Bulldogs senior forward Kyle Schmidt was the hero. His goal three minutes and twenty-two seconds into overtime ended the game and gave the national championship to the Bulldogs, the first in the team’s fifty-year history.
The game-winning goal was a one-timer that Schmidt buried from the front of the net that was set up by teammates Travis Oleksuk and Brady Lamb.
"I didn’t really do a whole lot,” Schmidt said. “My linemates were working their butts off there in the corner. Luckily it was a gimme because I was probably too nervous to bury anything else.”
The tournament is made up of sixteen teams, including six automatic conference qualifiers from Atlantic Hockey, the Central Collegiate Hockey Association, Eastern College Athletic Conference hockey, Hockey East, and the Western Collegiate Hockey Association.

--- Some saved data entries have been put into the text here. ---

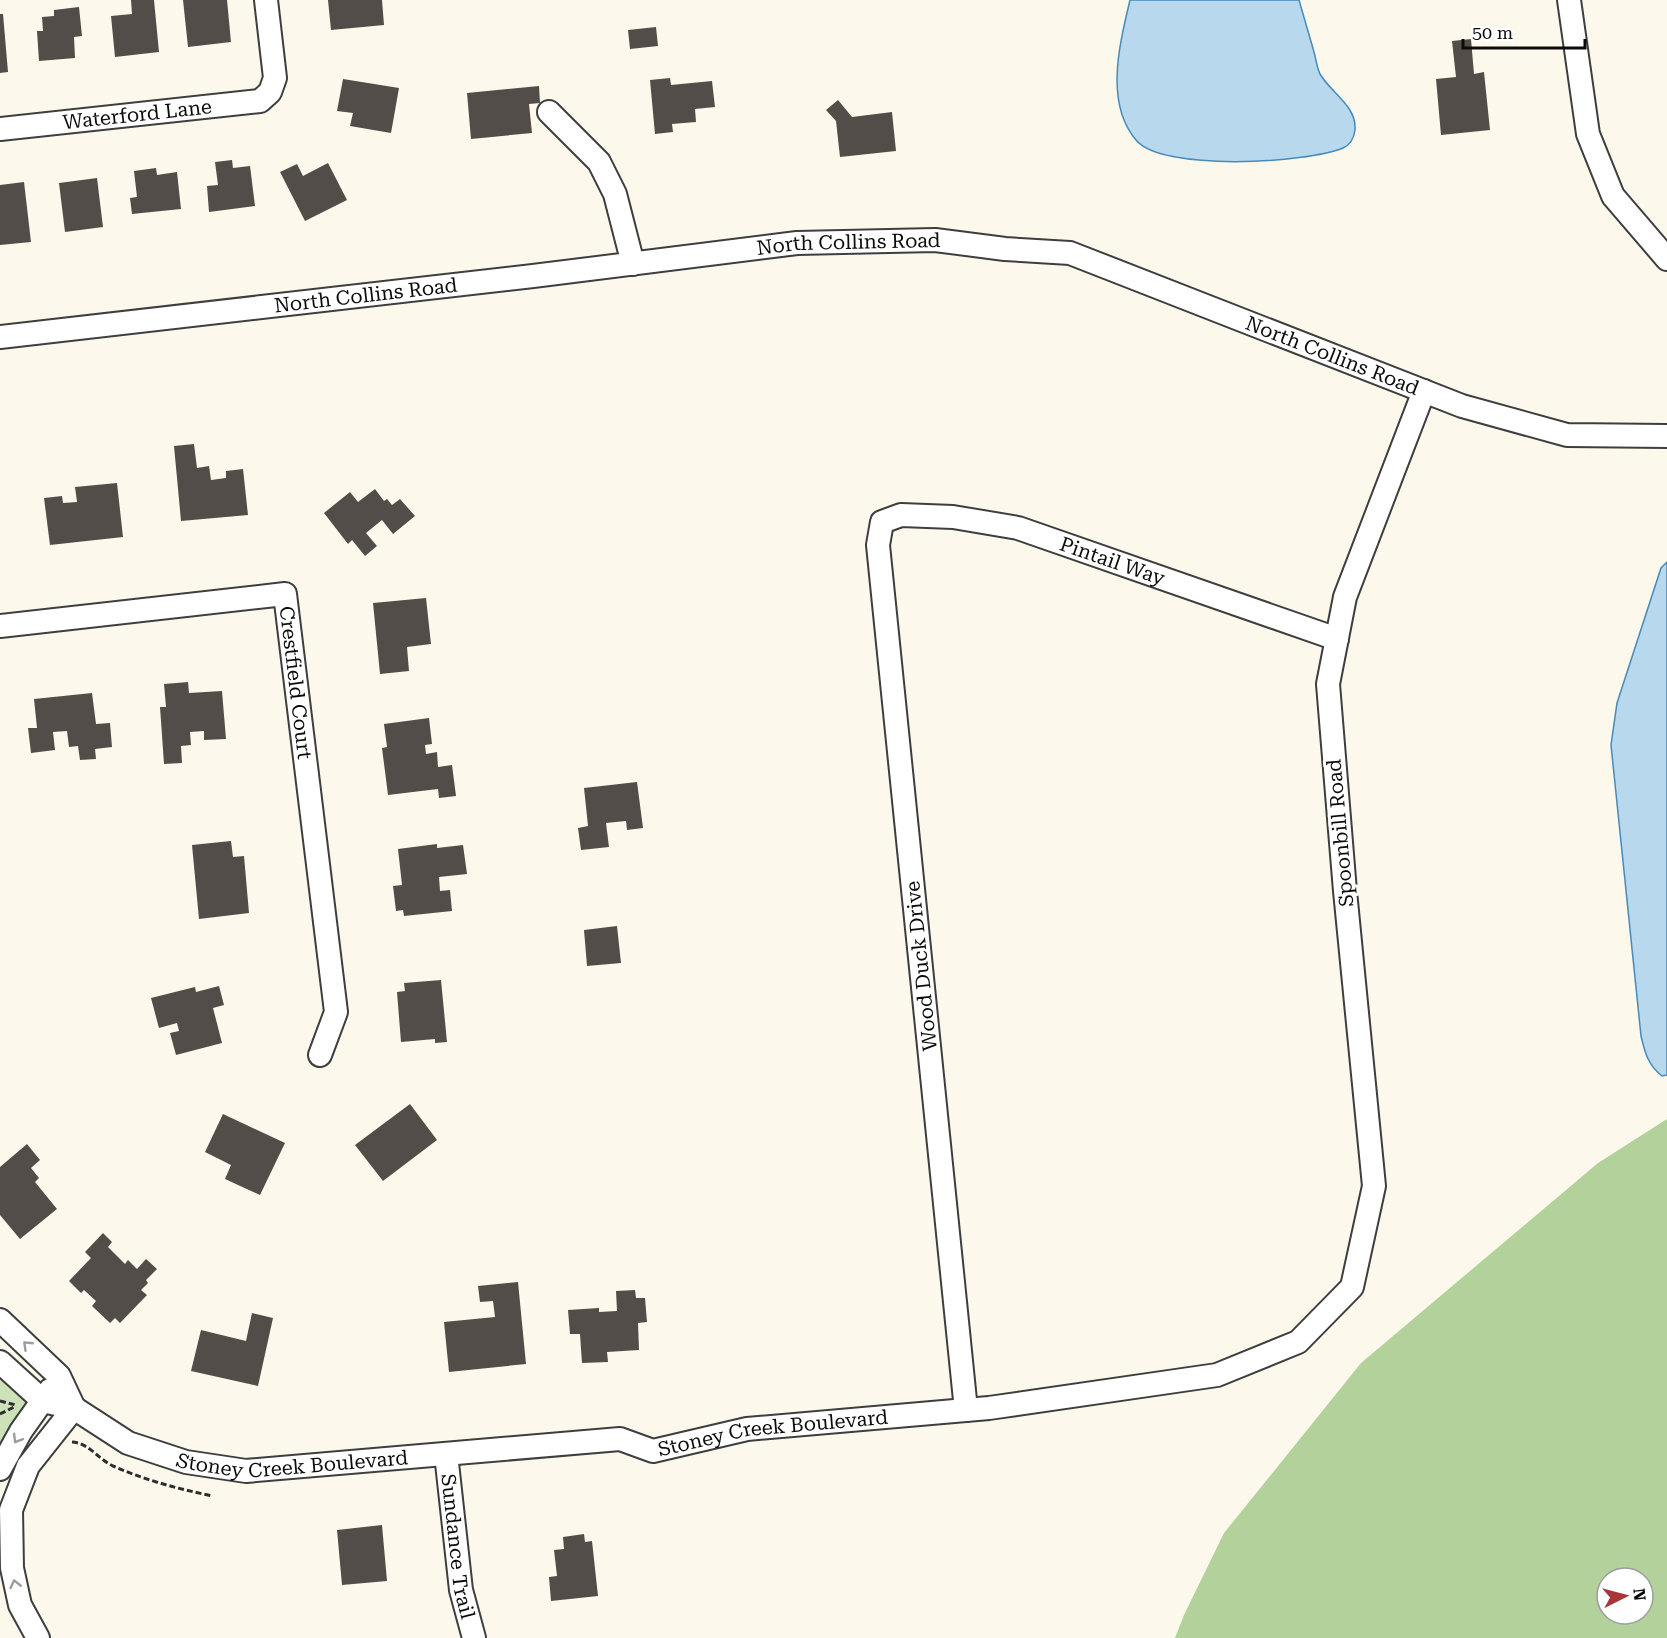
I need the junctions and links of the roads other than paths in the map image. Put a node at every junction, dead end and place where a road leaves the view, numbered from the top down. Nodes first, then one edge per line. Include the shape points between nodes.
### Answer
1 (266, 0) edge
2 (1569, 0) edge
3 (549, 112) dead end
4 (0, 129) edge
5 (1667, 259) edge
6 (633, 264) junction
7 (0, 337) edge
8 (1424, 391) junction
9 (1667, 436) edge
10 (882, 522) joint
11 (0, 626) edge
12 (1337, 639) junction
13 (320, 1055) dead end
14 (1352, 1287) joint
15 (0, 1320) edge
16 (0, 1362) edge
17 (59, 1376) junction
18 (43, 1401) junction
19 (74, 1408) junction
20 (966, 1410) junction
21 (446, 1454) junction
22 (0, 1469) edge
23 (38, 1638) edge
24 (474, 1638) edge

1 - 4 street, Waterford Lane via 275,78 270,92 260,101
2 - 5 street via 1588,134 1613,196
3 - 6 street via 599,162 615,194
6 - 7 street, North Collins Road
6 - 8 street, North Collins Road via 797,243 935,240 1070,253
8 - 9 street, North Collins Road via 1462,406 1567,435
8 - 12 street, Spoonbill Road via 1345,597
10 - 12 street, Pintail Way via 901,515 953,517 1018,528
10 - 20 street, Wood Duck Drive via 878,545
11 - 13 street, Crestfield Court via 285,594 336,1012
12 - 14 street, Spoonbill Road via 1328,684 1374,1186
14 - 20 street, Stoney Creek Boulevard via 1298,1342 1217,1375
17 -> 15 street
16 - 18 street, Stoney Creek Boulevard
17 - 18 street
17 - 19 street
18 - 19 street, Stoney Creek Boulevard
18 -> 22 street
19 - 21 street, Stoney Creek Boulevard via 129,1443 186,1462 246,1471
23 -> 19 street via 20,1605 12,1568 11,1510 28,1466
20 - 21 street, Stoney Creek Boulevard via 747,1429 653,1451 620,1439
21 - 24 street, Sundance Trail via 461,1590

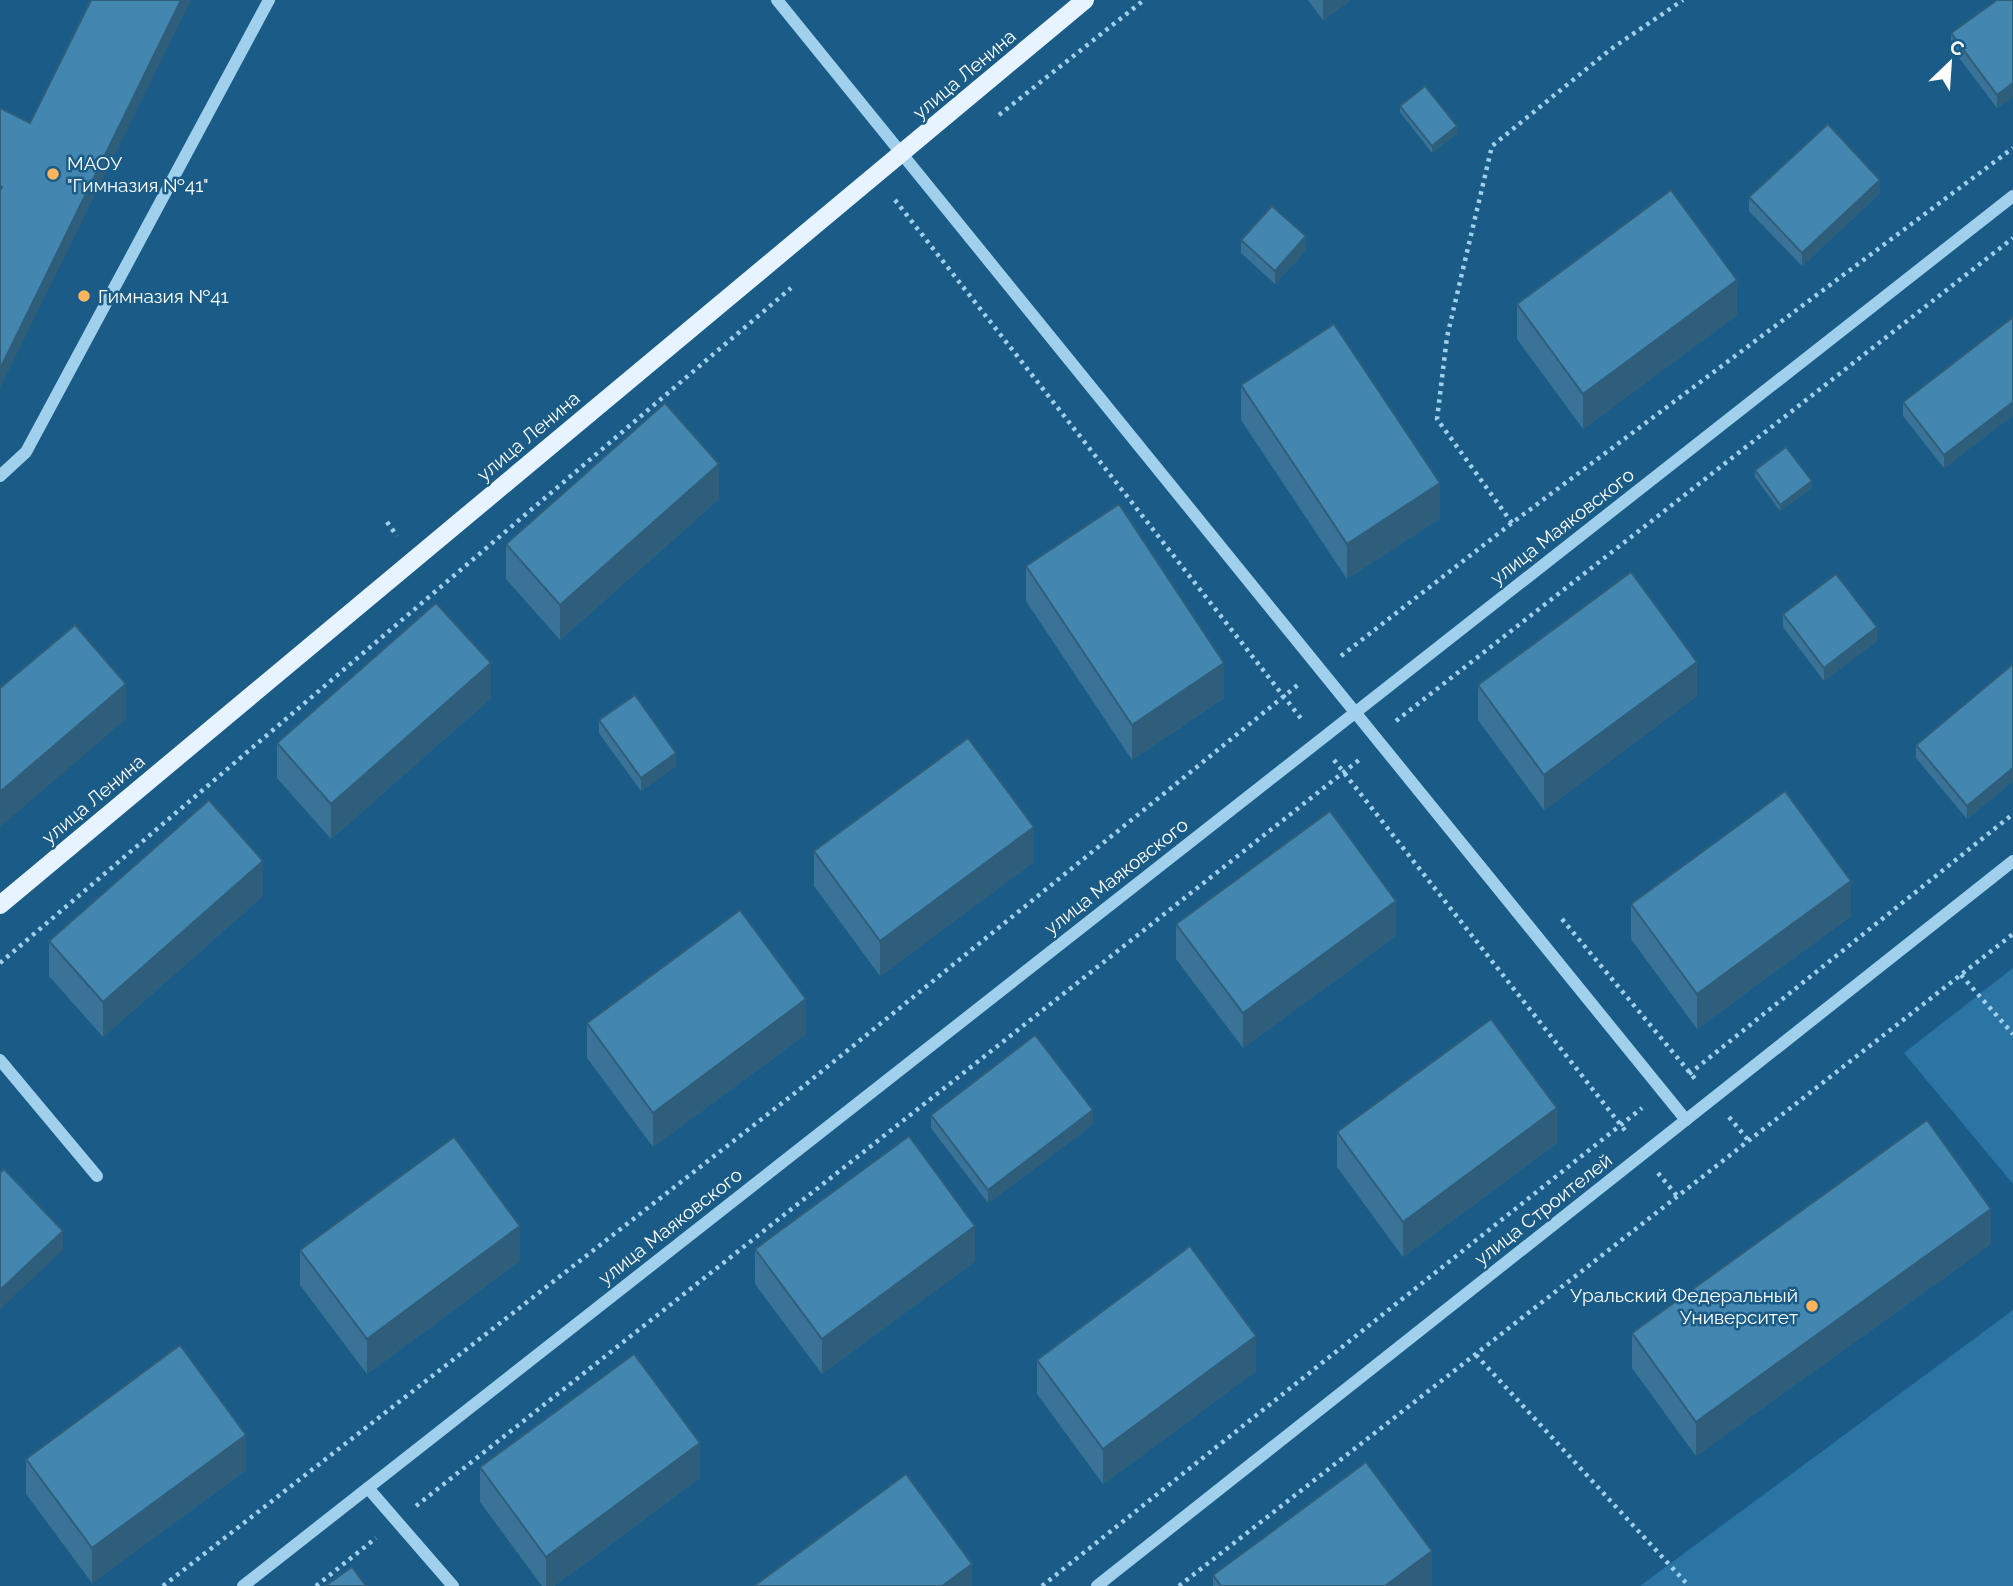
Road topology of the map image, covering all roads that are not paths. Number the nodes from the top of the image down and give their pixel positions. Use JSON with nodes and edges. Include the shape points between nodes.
{"nodes":[{"id":1,"x":269,"y":0,"type":"edge"},
{"id":2,"x":777,"y":0,"type":"edge"},
{"id":3,"x":1085,"y":0,"type":"edge"},
{"id":4,"x":903,"y":152,"type":"junction"},
{"id":5,"x":2013,"y":196,"type":"edge"},
{"id":6,"x":0,"y":477,"type":"edge"},
{"id":7,"x":1354,"y":713,"type":"junction"},
{"id":8,"x":2013,"y":861,"type":"edge"},
{"id":9,"x":0,"y":905,"type":"edge"},
{"id":10,"x":0,"y":1060,"type":"edge"},
{"id":11,"x":1686,"y":1120,"type":"junction"},
{"id":12,"x":97,"y":1176,"type":"dead end"},
{"id":13,"x":368,"y":1488,"type":"junction"},
{"id":14,"x":243,"y":1586,"type":"edge"},
{"id":15,"x":453,"y":1586,"type":"edge"},
{"id":16,"x":1097,"y":1586,"type":"edge"}],
"edges":[{"from":1,"to":6,"type":"street","via":[[26,452]]},
{"from":2,"to":4,"type":"street"},
{"from":3,"to":4,"type":"main road","name":"улица Ленина"},
{"from":4,"to":7,"type":"street"},
{"from":4,"to":9,"type":"main road","name":"улица Ленина"},
{"from":5,"to":7,"type":"street","name":"улица Маяковского"},
{"from":7,"to":11,"type":"street"},
{"from":7,"to":13,"type":"street","name":"улица Маяковского"},
{"from":8,"to":11,"type":"street","name":"улица Строителей"},
{"from":10,"to":12,"type":"street"},
{"from":11,"to":16,"type":"street","name":"улица Строителей"},
{"from":13,"to":14,"type":"street","name":"улица Маяковского"},
{"from":13,"to":15,"type":"street"}]}
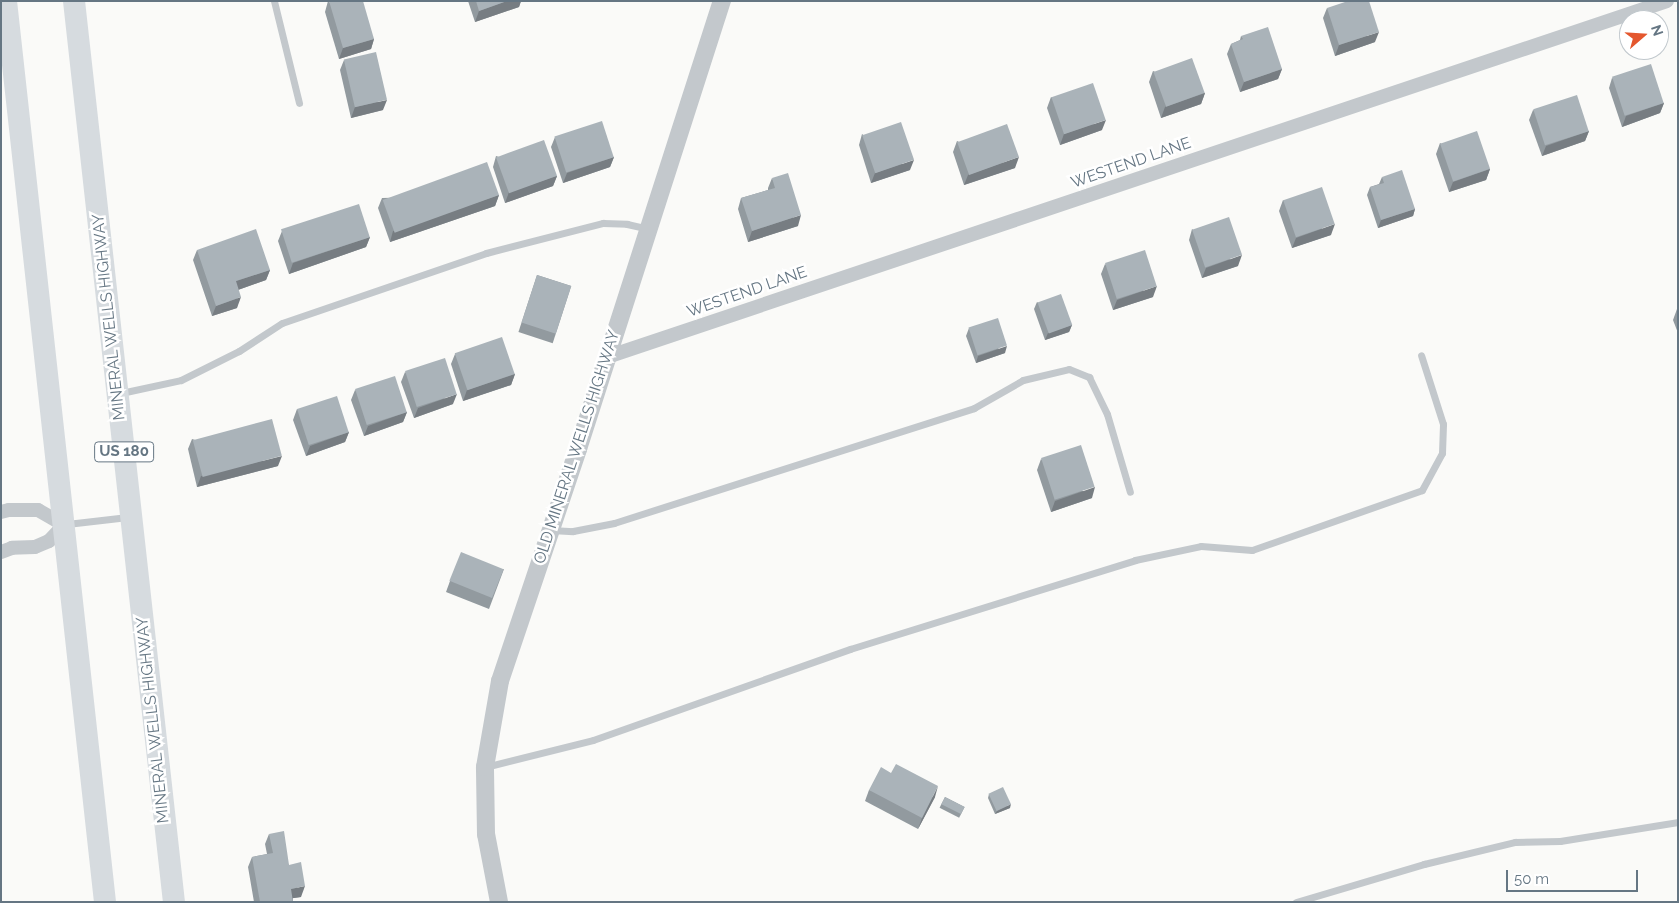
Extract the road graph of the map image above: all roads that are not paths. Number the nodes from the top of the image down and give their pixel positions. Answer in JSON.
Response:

Michigan entered the tournament as a two seed with a 26-11-3 record from the regular season. The Wolverines defeated Nebraska-Omaha, Colorado College, and North Dakota to advance to the championship game before losing to the Bulldogs.
Minnesota-Duluth was a three seed after a 23-10-6 record in the regular season. The Bulldogs beat Union, Yale, and Notre Dame before winning the championship in overtime against Michigan.
The overtime win in the championship capped off a very exciting season for the Bulldogs who had 12 games go into overtime and lost half of them.
Michigan got off to a one-goal lead in the first period with a goal in the fifteenth minute by Ben Winnett. The Bulldogs scored two in the second to take the lead before Michigan tied it up at the end of the period. A scoreless third set up Schmidt’s heroics in overtime.
"I’m hoping my hockey career isn’t over, but if it is, I was one fortunate individual and glad I could bring the national championship to Duluth," Schmidt said.